• [WORK TASK]: Output all entries verbatim. Skip pictures.

──────── SUPPLIED DATA ────────

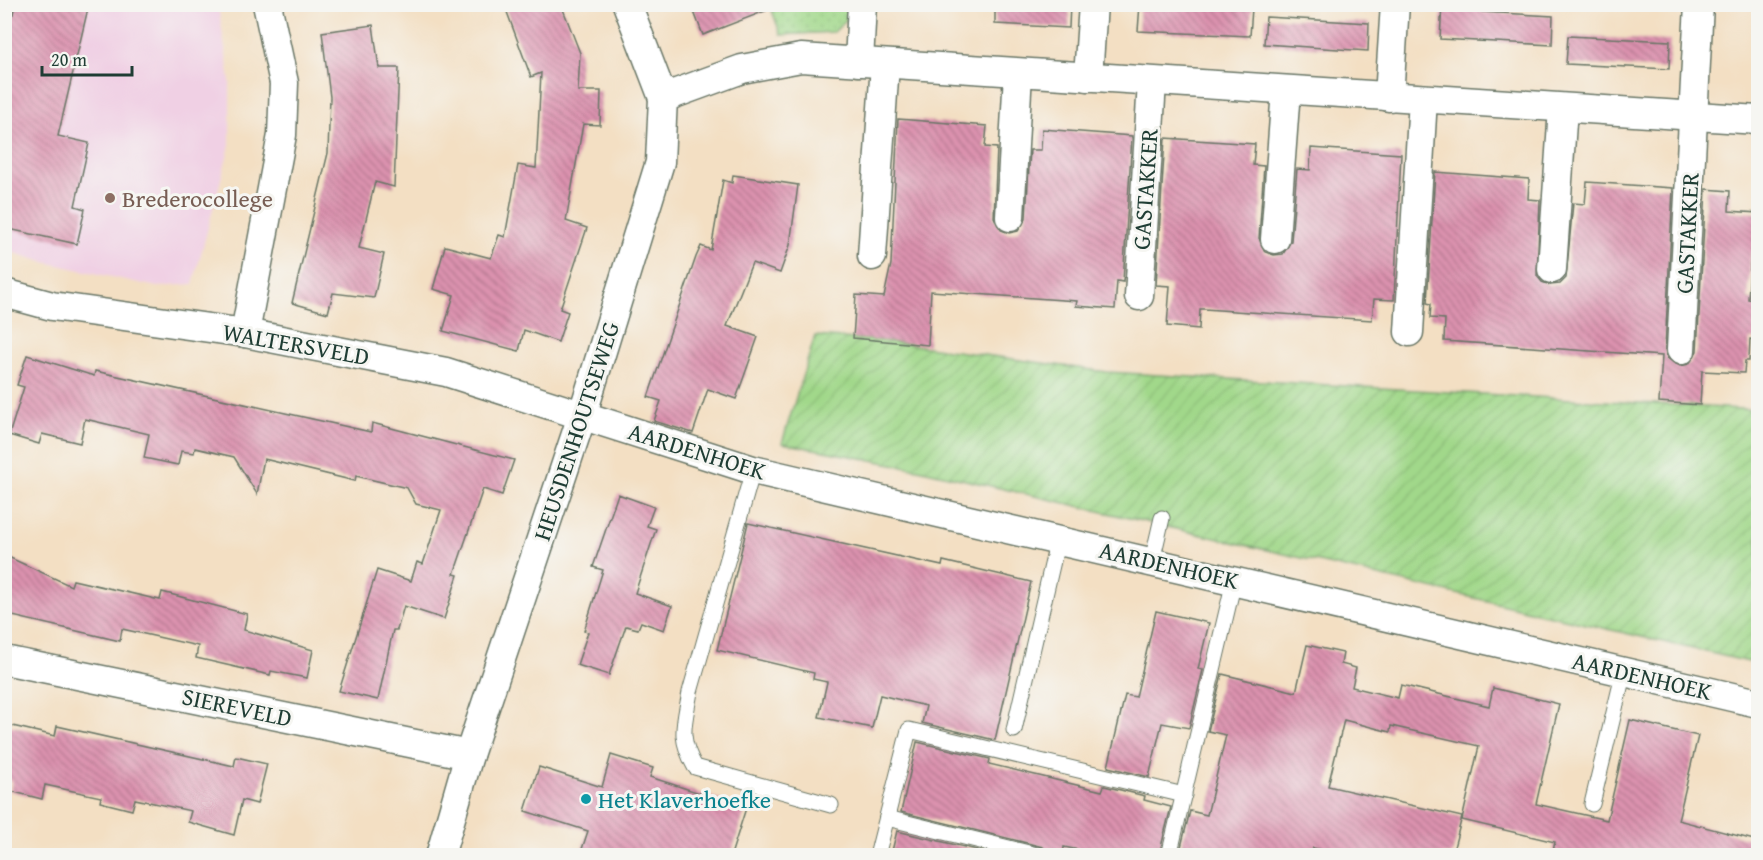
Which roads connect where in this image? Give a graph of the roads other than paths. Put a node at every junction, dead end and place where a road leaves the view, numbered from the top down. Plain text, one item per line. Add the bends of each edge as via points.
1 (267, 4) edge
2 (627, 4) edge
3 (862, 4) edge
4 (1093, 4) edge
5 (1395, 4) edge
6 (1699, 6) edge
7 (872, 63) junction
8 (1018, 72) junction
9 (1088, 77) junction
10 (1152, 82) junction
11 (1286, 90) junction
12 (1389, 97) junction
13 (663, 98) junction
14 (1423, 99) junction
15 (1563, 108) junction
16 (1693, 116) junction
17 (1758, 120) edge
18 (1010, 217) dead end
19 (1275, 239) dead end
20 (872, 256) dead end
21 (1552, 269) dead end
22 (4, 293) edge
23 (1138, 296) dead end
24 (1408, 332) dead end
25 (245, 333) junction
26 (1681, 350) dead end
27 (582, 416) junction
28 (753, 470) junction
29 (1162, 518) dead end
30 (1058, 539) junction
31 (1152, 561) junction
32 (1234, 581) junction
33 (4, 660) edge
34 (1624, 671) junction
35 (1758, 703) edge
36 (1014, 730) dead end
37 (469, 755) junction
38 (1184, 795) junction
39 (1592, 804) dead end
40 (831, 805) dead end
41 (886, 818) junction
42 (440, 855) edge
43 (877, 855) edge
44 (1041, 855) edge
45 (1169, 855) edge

────────

• [ANSWER]:
Which roads connect where in this image? Give a graph of the roads other than paths. Put a node at every junction, dead end and place where a road leaves the view, numbered from the top down. Plain text, one item per line. Add the bends of each edge as via points.
1 (267, 4) edge
2 (627, 4) edge
3 (862, 4) edge
4 (1093, 4) edge
5 (1395, 4) edge
6 (1699, 6) edge
7 (872, 63) junction
8 (1018, 72) junction
9 (1088, 77) junction
10 (1152, 82) junction
11 (1286, 90) junction
12 (1389, 97) junction
13 (663, 98) junction
14 (1423, 99) junction
15 (1563, 108) junction
16 (1693, 116) junction
17 (1758, 120) edge
18 (1010, 217) dead end
19 (1275, 239) dead end
20 (872, 256) dead end
21 (1552, 269) dead end
22 (4, 293) edge
23 (1138, 296) dead end
24 (1408, 332) dead end
25 (245, 333) junction
26 (1681, 350) dead end
27 (582, 416) junction
28 (753, 470) junction
29 (1162, 518) dead end
30 (1058, 539) junction
31 (1152, 561) junction
32 (1234, 581) junction
33 (4, 660) edge
34 (1624, 671) junction
35 (1758, 703) edge
36 (1014, 730) dead end
37 (469, 755) junction
38 (1184, 795) junction
39 (1592, 804) dead end
40 (831, 805) dead end
41 (886, 818) junction
42 (440, 855) edge
43 (877, 855) edge
44 (1041, 855) edge
45 (1169, 855) edge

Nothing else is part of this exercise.